▶ **Problem statement**: Take each line in the entries below that holds "from" and show it.

Supplied data below:

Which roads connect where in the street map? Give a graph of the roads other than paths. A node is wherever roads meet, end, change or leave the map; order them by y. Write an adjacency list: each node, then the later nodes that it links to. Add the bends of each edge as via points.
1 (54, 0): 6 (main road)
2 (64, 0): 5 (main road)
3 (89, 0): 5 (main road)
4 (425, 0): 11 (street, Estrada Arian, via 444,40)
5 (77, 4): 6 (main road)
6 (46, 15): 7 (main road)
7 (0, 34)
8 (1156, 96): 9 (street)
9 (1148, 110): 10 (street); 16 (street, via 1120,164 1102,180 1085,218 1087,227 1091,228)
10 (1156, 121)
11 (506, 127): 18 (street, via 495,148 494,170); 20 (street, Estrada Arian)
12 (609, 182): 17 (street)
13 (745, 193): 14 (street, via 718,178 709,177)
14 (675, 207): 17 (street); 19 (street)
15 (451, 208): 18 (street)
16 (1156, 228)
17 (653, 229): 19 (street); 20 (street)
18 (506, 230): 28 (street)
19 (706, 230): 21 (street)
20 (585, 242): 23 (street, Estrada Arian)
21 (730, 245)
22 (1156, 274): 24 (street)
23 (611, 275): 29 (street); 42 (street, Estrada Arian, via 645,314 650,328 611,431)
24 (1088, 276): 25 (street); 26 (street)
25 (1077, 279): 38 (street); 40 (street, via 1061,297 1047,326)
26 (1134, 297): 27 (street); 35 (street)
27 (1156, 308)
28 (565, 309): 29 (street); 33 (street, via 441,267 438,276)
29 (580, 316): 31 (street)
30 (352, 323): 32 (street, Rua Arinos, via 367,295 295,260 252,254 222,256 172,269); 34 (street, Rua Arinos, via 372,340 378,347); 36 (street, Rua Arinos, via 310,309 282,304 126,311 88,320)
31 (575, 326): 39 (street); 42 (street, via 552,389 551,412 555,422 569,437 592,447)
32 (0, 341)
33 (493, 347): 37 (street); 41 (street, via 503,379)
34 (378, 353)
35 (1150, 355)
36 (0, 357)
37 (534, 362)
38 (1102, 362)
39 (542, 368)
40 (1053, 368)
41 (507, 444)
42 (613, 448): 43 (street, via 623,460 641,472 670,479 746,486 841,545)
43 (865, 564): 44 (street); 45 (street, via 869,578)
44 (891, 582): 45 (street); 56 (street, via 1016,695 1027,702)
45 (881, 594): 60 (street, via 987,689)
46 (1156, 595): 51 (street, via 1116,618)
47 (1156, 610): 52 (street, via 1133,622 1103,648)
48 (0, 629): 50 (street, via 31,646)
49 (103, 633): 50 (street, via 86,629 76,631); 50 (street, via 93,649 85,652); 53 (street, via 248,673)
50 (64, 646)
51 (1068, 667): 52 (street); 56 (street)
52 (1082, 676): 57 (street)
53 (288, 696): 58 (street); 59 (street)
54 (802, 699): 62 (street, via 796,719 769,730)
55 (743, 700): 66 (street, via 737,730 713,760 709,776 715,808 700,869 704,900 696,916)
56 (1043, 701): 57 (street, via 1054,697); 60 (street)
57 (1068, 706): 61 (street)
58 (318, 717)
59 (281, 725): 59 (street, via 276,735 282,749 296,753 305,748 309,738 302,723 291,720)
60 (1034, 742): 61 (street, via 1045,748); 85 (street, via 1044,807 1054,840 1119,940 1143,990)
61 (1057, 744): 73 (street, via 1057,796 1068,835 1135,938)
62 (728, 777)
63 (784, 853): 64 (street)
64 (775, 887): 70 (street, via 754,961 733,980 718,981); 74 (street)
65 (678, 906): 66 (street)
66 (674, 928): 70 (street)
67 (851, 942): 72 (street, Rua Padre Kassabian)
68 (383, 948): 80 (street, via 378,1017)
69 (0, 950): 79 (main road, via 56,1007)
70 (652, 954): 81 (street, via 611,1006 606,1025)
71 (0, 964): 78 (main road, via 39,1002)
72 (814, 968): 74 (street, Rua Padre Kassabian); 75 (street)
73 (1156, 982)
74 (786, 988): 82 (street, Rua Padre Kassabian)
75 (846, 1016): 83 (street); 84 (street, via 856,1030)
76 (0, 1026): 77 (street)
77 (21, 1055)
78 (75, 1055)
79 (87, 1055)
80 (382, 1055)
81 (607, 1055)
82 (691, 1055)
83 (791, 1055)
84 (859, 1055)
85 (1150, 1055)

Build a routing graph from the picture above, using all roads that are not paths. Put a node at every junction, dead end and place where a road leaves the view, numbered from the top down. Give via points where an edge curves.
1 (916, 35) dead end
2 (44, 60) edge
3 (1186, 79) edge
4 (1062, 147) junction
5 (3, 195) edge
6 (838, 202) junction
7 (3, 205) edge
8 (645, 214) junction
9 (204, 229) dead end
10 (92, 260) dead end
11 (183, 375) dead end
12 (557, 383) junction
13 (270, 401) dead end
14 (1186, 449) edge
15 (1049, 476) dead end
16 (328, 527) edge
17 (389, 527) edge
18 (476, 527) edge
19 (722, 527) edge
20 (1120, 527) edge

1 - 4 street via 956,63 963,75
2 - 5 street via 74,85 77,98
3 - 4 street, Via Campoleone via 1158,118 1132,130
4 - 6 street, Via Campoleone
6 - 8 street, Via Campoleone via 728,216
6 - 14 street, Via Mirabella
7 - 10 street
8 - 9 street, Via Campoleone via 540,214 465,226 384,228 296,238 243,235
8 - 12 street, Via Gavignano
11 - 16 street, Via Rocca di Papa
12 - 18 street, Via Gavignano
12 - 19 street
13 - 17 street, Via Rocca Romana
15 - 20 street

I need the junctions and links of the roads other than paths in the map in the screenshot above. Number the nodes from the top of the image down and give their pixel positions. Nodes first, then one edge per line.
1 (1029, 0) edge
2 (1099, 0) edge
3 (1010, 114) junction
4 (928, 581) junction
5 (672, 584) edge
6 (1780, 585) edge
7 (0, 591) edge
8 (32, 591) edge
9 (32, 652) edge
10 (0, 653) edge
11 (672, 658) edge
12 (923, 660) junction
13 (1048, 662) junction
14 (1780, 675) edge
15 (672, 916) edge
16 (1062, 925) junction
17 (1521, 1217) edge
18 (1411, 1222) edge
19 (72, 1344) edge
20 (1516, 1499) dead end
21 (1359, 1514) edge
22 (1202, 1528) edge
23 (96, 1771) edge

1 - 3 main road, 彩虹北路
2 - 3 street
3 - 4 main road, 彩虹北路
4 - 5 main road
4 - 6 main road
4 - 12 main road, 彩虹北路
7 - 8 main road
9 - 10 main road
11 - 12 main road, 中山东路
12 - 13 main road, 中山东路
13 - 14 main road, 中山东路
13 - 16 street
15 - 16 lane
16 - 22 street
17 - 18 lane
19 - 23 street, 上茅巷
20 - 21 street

End of Supplied data.

▶ **Expected answer**:
Build a routing graph from the picture above, using all roads that are not paths. Put a node at every junction, dead end and place where a road leaves the view, numbered from the top down. Give via points where an edge curves.
I need the junctions and links of the roads other than paths in the map in the screenshot above. Number the nodes from the top of the image down and give their pixel positions. Nodes first, then one edge per line.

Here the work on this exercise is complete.